Comment 2 Fabio Massimo Di Nitto 2016-02-22 08:20:27 UTC

What version of resource-agents is the customer using?

Comment 4 Fabio Massimo Di Nitto 2016-02-22 08:29:10 UTC

(In reply to nikhil from comment #0)
> Description of problem:
> Red Hat Linux HA Cluster is creating hidden .check_writable.nodename.xxxxx
> and interfering with customer application. These .check_writable files are
> on a Samba mount and picked up by Autosys client when created. Is it
> possible to disable this feature or at least exclude specific directories
> underneath the mount point.

It´s not clear what you mean by: "or at least exclude specific directories from underneath the mount point."
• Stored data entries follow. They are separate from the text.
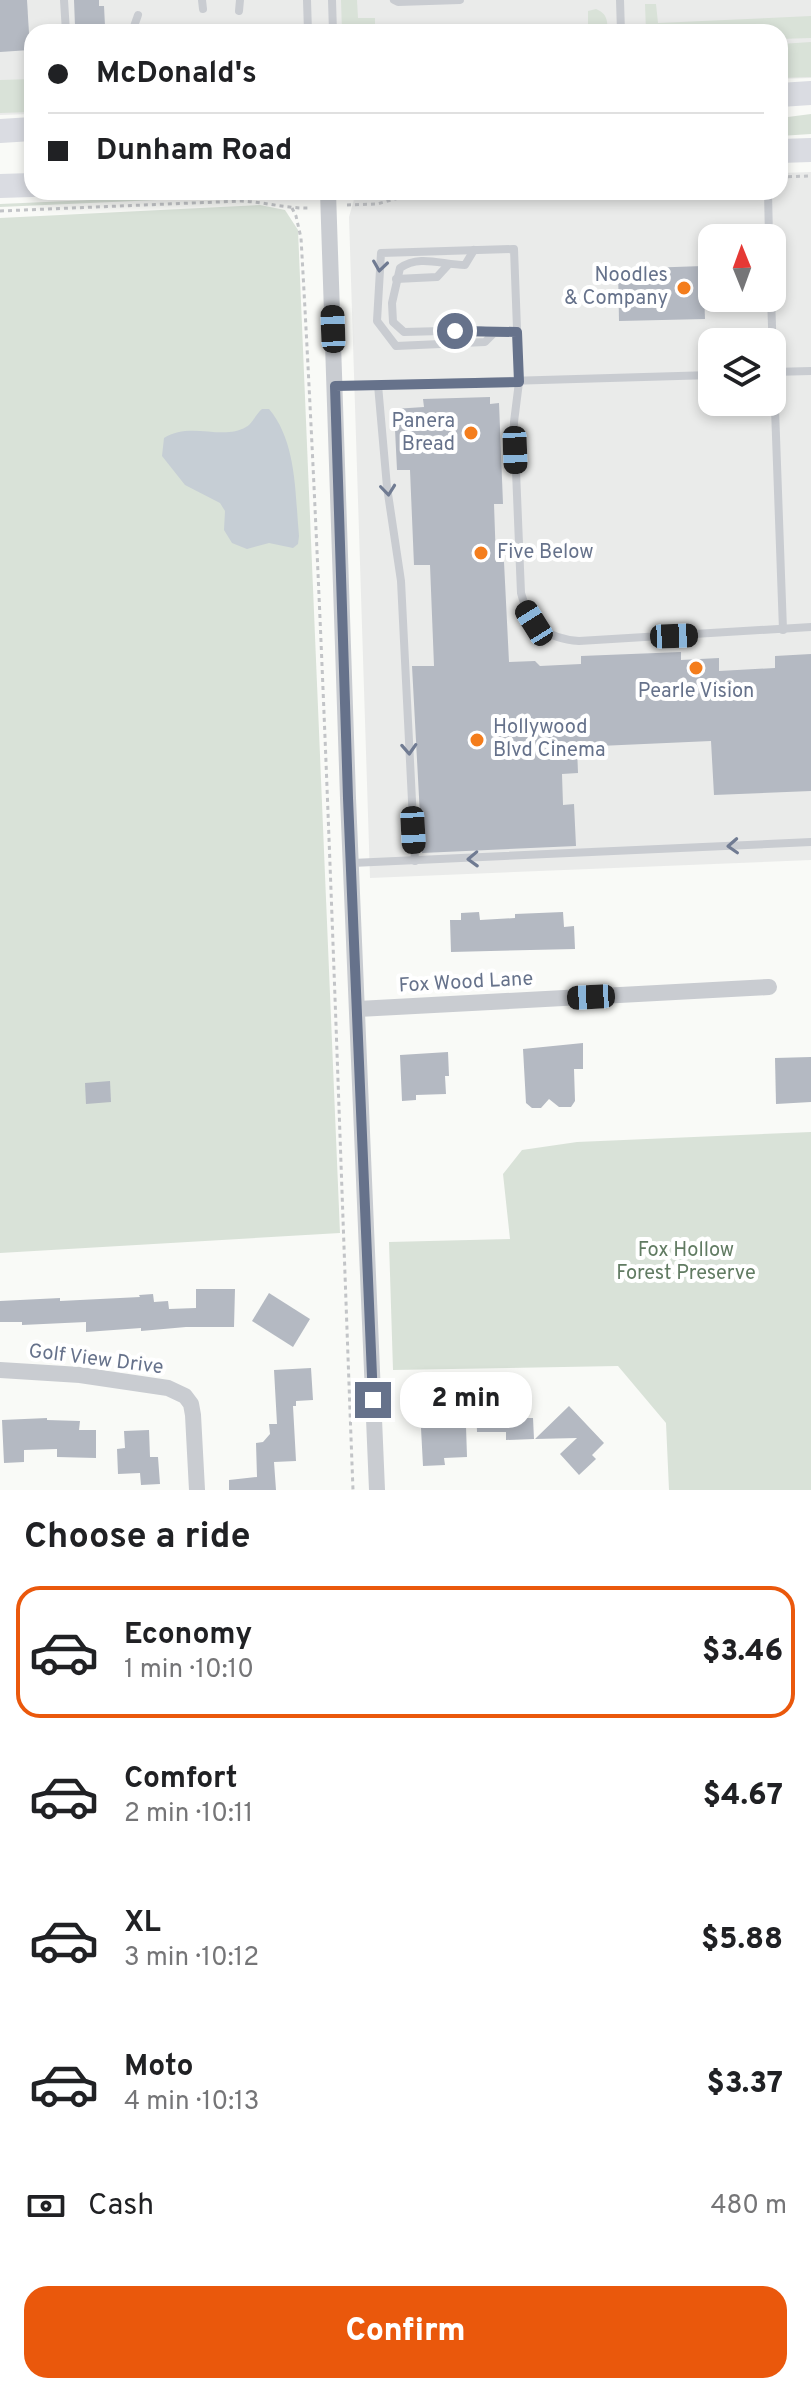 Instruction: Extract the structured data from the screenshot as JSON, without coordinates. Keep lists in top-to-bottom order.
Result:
{
  "streets": {
    "street": ["Fox Wood Lane", "Golf View Drive"]
  },
  "parks": ["Fox Hollow Forest Preserve"],
  "places": [
    "Noodles & Company",
    "Panera Bread",
    "Five Below",
    "Pearle Vision",
    "Hollywood Blvd Cinema"
  ],
  "north": "top",
  "page": {
    "banner": ["McDonald's", "Dunham Road"],
    "bubble": "2 min",
    "heading": "Choose a ride",
    "list": [
      {
        "name": "Economy",
        "note": "1 min · 10:10",
        "value": "$3.46"
      },
      {
        "name": "Comfort",
        "note": "2 min · 10:11",
        "value": "$4.67"
      },
      {
        "name": "XL",
        "note": "3 min · 10:12",
        "value": "$5.88"
      },
      {
        "name": "Moto",
        "note": "4 min · 10:13",
        "value": "$3.37"
      }
    ],
    "pay": ["Cash", "480 m"],
    "buttons": "Confirm"
  }
} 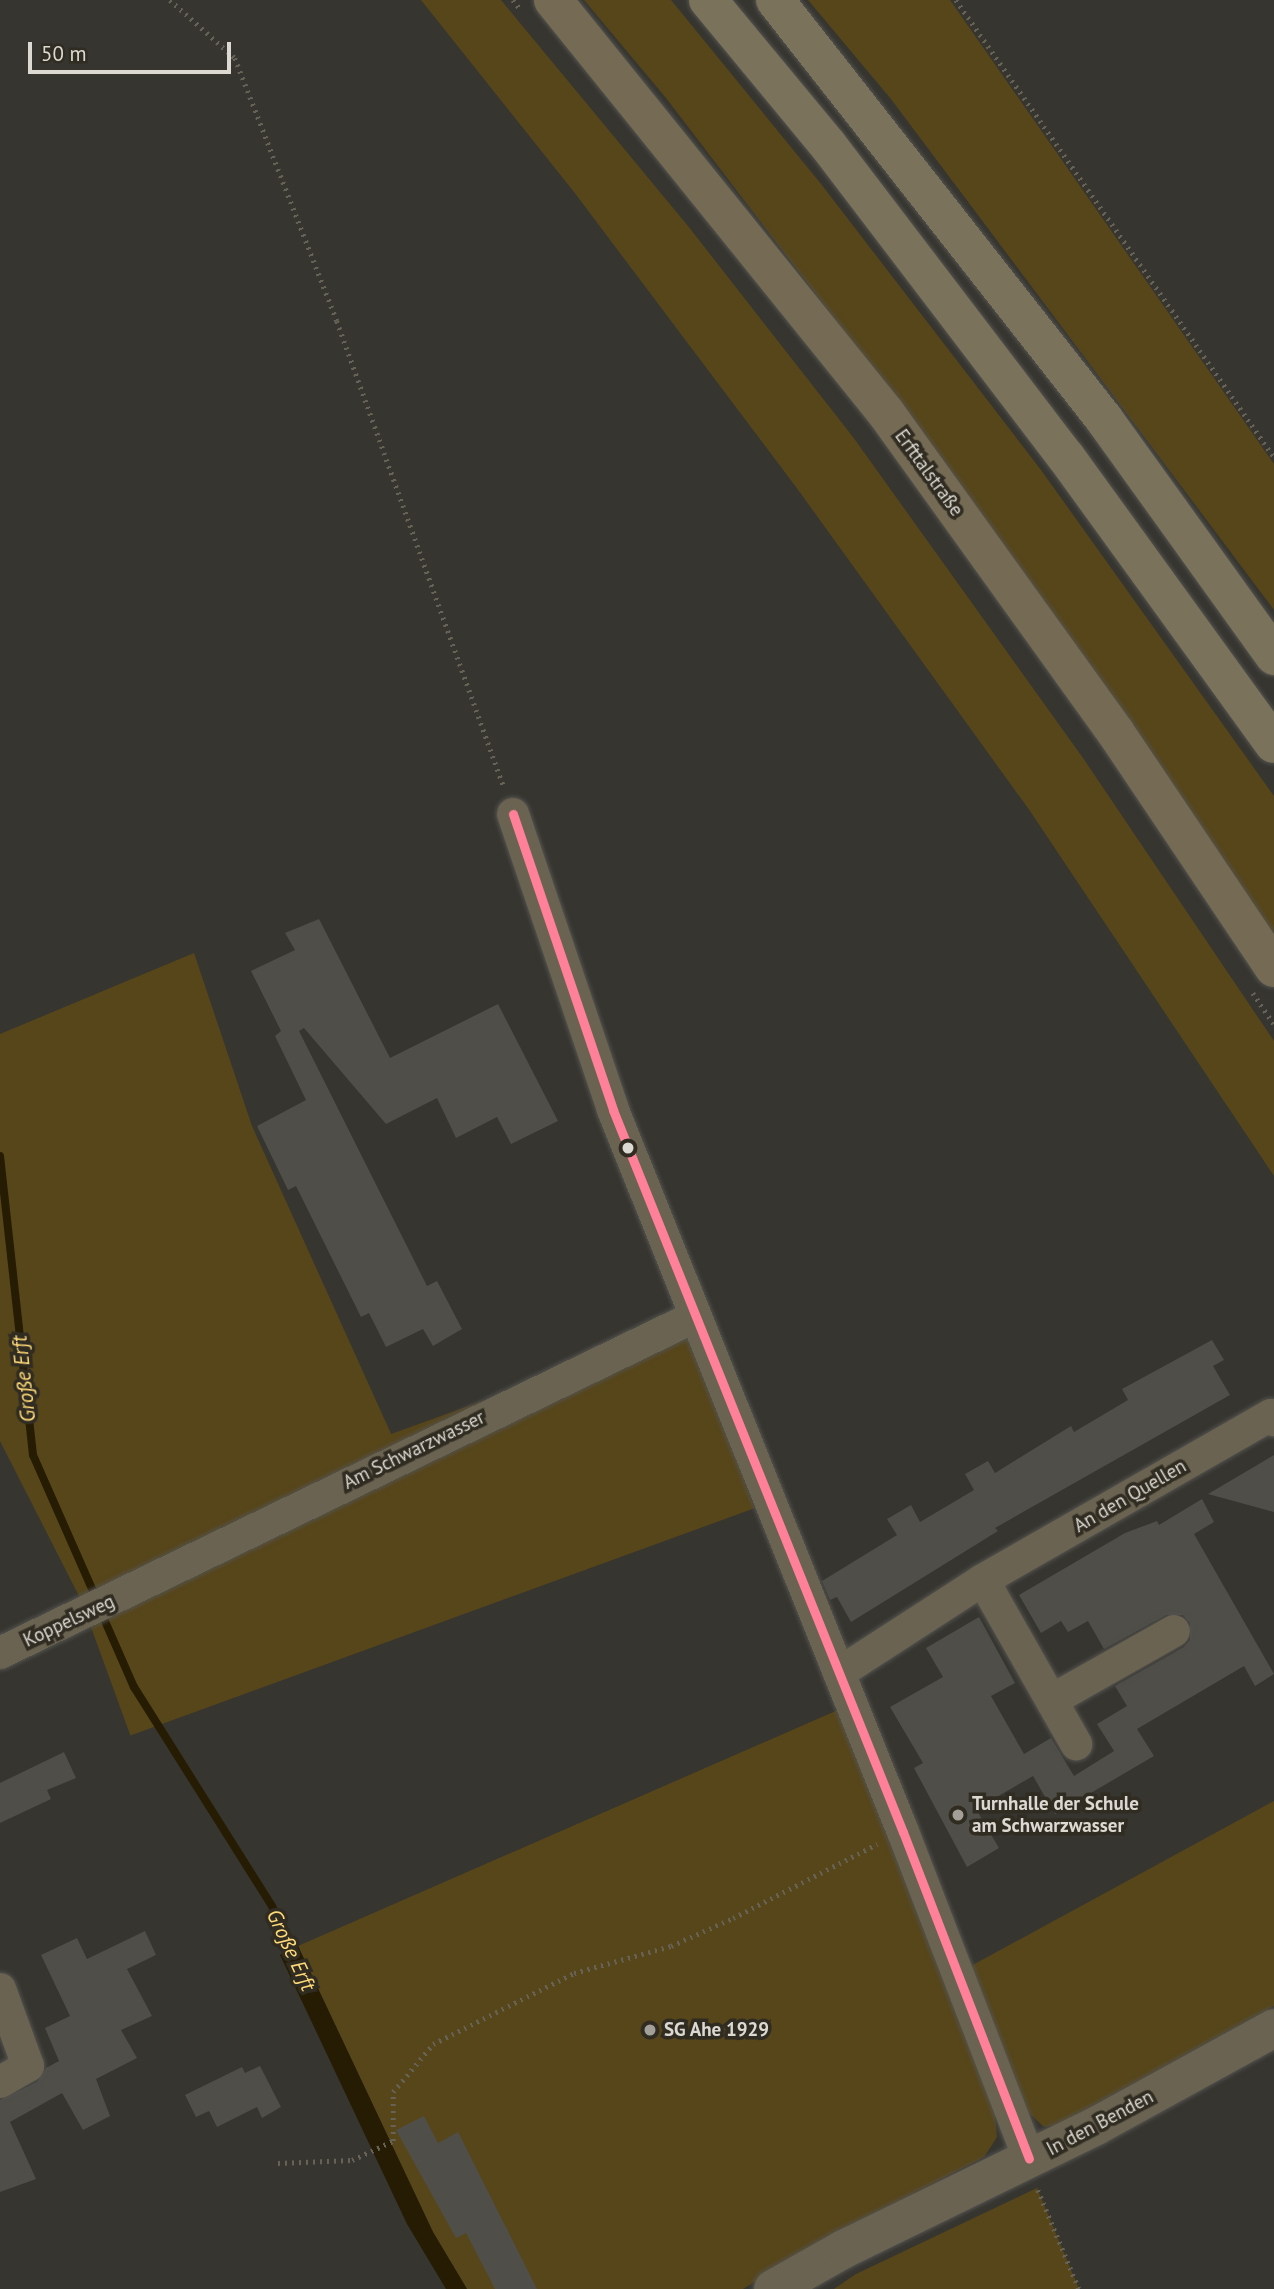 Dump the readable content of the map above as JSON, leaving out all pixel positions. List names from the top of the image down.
{
  "streets": {
    "main road": ["Erfttalstraße"],
    "street": [
      "Am Schwarzwasser",
      "An den Quellen",
      "Koppelsweg",
      "In den Benden"
    ]
  },
  "crossings": [
    ["Am Schwarzwasser", "Koppelsweg"]
  ],
  "water": ["Große Erft"],
  "places": ["Turnhalle der Schule am Schwarzwasser", "SG Ahe 1929"],
  "scale_bar": "50 m"
}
The check is very specific and only uses the top level mount point and files are moved immediately:

        if [ $rw -eq $YES ]; then
                file=$(mktemp "$mount_point/.check_writable.$(hostname).XXXXXX")
                if [ ! -e "$file" ]; then
                        ocf_log err "${OCF_RESOURCE_INSTANCE}: is_alive: failed write test on [$mount_point]. Return code: $errcode"
                        return $NO
                fi
                rm -f $file > /dev/null 2> /dev/null
        fi


> 
> Version-Release number of selected component (if applicable):
> 
> 
> How reproducible:
> 
> 
> Steps to Reproduce:
> 1.
> 2.
> 3.
> 
> Actual results:
> 
> 
> Expected results:
> 
> 
> Additional info:
> https://bugzilla.redhat.com/show_bug.cgi?id=1023099 has the patch for it,
> but it appears like the files are not deleted.

files are deleted immediately after, see above.

Comment 5 nikhil kshirsagar 2016-02-22 08:34:44 UTC

I think the customer has a situation where these files are picked up as soon as they are created by the Autosys client, so it seems like they want to disable the creation of these files.

I have asked for the version of resource-agents.

Comment 6 Oyvind Albrigtsen 2016-02-22 08:51:59 UTC

This check is run when OCF_CHECK_LEVEL is less than 20.

        [ $OCF_CHECK_LEVEL -lt 20 ] && return $YES
...
        if [ $rw -eq $YES ]; then
                file=$(mktemp "$mount_point/.check_writable.$(hostname).XXXXXX")

Comment 7 Oyvind Albrigtsen 2016-02-22 13:15:43 UTC

Can you get the configuration from the customer as well?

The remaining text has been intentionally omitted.